Stored items
================

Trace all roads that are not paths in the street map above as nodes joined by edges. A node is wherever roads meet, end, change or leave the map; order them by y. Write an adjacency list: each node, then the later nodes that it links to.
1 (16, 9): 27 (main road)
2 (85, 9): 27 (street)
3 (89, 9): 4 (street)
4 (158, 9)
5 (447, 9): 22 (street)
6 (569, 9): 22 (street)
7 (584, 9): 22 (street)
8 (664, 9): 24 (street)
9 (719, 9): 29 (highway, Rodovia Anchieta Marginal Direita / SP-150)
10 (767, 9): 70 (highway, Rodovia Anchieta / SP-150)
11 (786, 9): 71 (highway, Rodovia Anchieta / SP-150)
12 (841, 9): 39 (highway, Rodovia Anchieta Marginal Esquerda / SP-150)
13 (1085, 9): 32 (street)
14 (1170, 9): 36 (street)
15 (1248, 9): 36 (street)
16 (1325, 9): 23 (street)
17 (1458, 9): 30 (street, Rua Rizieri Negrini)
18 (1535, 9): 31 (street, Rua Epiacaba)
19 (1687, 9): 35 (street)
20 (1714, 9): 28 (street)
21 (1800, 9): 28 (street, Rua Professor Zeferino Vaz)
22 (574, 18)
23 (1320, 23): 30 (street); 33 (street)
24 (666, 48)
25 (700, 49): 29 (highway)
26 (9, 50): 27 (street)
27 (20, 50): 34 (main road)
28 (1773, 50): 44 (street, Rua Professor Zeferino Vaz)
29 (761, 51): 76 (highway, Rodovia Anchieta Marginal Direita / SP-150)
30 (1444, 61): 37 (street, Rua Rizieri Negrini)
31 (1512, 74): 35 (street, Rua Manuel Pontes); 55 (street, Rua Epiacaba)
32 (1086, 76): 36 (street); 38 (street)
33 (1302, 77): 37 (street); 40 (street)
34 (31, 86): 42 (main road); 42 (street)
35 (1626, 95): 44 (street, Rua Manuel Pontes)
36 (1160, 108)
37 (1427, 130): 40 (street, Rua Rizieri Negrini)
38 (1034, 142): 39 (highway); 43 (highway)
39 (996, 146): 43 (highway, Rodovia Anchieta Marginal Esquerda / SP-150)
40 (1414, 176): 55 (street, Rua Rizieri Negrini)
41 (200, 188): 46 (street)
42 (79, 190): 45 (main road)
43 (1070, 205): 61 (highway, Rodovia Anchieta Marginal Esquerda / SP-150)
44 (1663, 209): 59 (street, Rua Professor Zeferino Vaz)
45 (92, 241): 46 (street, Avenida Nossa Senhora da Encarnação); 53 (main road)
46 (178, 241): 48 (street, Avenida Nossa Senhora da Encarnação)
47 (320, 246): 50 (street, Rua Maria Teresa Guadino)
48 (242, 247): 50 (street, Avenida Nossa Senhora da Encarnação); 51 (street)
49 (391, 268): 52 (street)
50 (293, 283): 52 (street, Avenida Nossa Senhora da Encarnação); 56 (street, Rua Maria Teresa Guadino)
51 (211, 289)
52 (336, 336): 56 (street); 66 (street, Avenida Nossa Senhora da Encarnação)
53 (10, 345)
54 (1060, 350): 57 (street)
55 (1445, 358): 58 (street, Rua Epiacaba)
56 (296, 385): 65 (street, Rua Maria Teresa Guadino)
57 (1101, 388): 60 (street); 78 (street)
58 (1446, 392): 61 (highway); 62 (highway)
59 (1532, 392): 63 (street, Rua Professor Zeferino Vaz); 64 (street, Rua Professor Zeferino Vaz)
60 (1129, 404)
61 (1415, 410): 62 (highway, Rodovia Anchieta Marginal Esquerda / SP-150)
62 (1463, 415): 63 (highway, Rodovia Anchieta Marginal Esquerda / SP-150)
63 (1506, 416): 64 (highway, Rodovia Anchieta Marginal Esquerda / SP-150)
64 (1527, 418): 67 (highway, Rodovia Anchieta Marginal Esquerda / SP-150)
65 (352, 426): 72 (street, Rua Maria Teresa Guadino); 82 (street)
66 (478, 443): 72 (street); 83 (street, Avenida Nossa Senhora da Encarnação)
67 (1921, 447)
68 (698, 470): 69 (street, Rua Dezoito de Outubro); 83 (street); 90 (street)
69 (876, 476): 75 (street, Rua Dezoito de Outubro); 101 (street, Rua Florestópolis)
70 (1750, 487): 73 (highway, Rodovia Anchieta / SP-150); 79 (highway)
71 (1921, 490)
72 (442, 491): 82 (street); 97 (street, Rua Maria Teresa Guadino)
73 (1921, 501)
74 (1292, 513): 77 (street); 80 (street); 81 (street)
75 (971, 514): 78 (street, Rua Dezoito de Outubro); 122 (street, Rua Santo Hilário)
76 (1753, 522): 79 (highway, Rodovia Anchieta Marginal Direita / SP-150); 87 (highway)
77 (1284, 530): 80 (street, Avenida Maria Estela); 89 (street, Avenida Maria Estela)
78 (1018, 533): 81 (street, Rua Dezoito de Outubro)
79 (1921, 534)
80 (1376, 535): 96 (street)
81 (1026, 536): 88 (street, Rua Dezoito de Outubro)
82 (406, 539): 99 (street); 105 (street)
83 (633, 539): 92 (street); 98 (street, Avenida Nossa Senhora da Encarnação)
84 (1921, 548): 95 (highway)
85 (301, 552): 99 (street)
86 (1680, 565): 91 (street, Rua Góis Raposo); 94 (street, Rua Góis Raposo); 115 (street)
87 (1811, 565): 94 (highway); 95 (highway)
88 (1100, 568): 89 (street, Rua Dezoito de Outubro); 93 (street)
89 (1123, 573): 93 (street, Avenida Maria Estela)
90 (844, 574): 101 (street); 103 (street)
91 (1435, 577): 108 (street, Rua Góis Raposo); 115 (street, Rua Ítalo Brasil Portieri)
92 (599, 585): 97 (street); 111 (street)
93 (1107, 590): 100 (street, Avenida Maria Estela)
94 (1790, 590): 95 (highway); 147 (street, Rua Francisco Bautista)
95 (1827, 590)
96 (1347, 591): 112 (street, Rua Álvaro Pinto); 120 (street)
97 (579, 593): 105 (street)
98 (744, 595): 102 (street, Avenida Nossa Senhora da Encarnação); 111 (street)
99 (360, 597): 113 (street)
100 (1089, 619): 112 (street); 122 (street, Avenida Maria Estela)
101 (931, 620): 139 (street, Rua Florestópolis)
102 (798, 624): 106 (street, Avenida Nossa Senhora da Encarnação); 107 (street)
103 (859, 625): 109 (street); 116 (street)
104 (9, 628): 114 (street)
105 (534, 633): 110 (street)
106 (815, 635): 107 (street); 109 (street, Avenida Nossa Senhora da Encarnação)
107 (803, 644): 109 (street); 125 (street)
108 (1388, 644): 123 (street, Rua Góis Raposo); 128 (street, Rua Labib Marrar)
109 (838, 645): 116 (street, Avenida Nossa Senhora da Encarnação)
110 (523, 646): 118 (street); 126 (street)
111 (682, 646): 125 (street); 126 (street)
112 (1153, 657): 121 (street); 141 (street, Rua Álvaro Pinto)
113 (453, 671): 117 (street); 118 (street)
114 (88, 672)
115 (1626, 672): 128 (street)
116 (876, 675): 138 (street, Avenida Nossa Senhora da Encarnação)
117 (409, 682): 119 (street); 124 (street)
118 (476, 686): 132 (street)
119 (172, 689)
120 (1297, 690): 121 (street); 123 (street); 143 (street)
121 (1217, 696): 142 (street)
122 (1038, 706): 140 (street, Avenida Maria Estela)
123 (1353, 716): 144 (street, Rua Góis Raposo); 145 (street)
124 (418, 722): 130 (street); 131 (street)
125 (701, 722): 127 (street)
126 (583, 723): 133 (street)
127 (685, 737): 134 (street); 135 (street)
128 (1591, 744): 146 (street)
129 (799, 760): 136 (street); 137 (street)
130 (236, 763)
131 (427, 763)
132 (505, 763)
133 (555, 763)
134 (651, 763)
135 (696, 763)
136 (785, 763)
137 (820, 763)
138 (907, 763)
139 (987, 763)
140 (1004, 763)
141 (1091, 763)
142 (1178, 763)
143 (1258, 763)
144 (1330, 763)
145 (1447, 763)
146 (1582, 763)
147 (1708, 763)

================

- REQUIRED ACTION -
Bring together every line in the entries that holds the string "Professor".

- PROBLEM SOLUTION -
21 (1800, 9): 28 (street, Rua Professor Zeferino Vaz)
28 (1773, 50): 44 (street, Rua Professor Zeferino Vaz)
44 (1663, 209): 59 (street, Rua Professor Zeferino Vaz)
59 (1532, 392): 63 (street, Rua Professor Zeferino Vaz); 64 (street, Rua Professor Zeferino Vaz)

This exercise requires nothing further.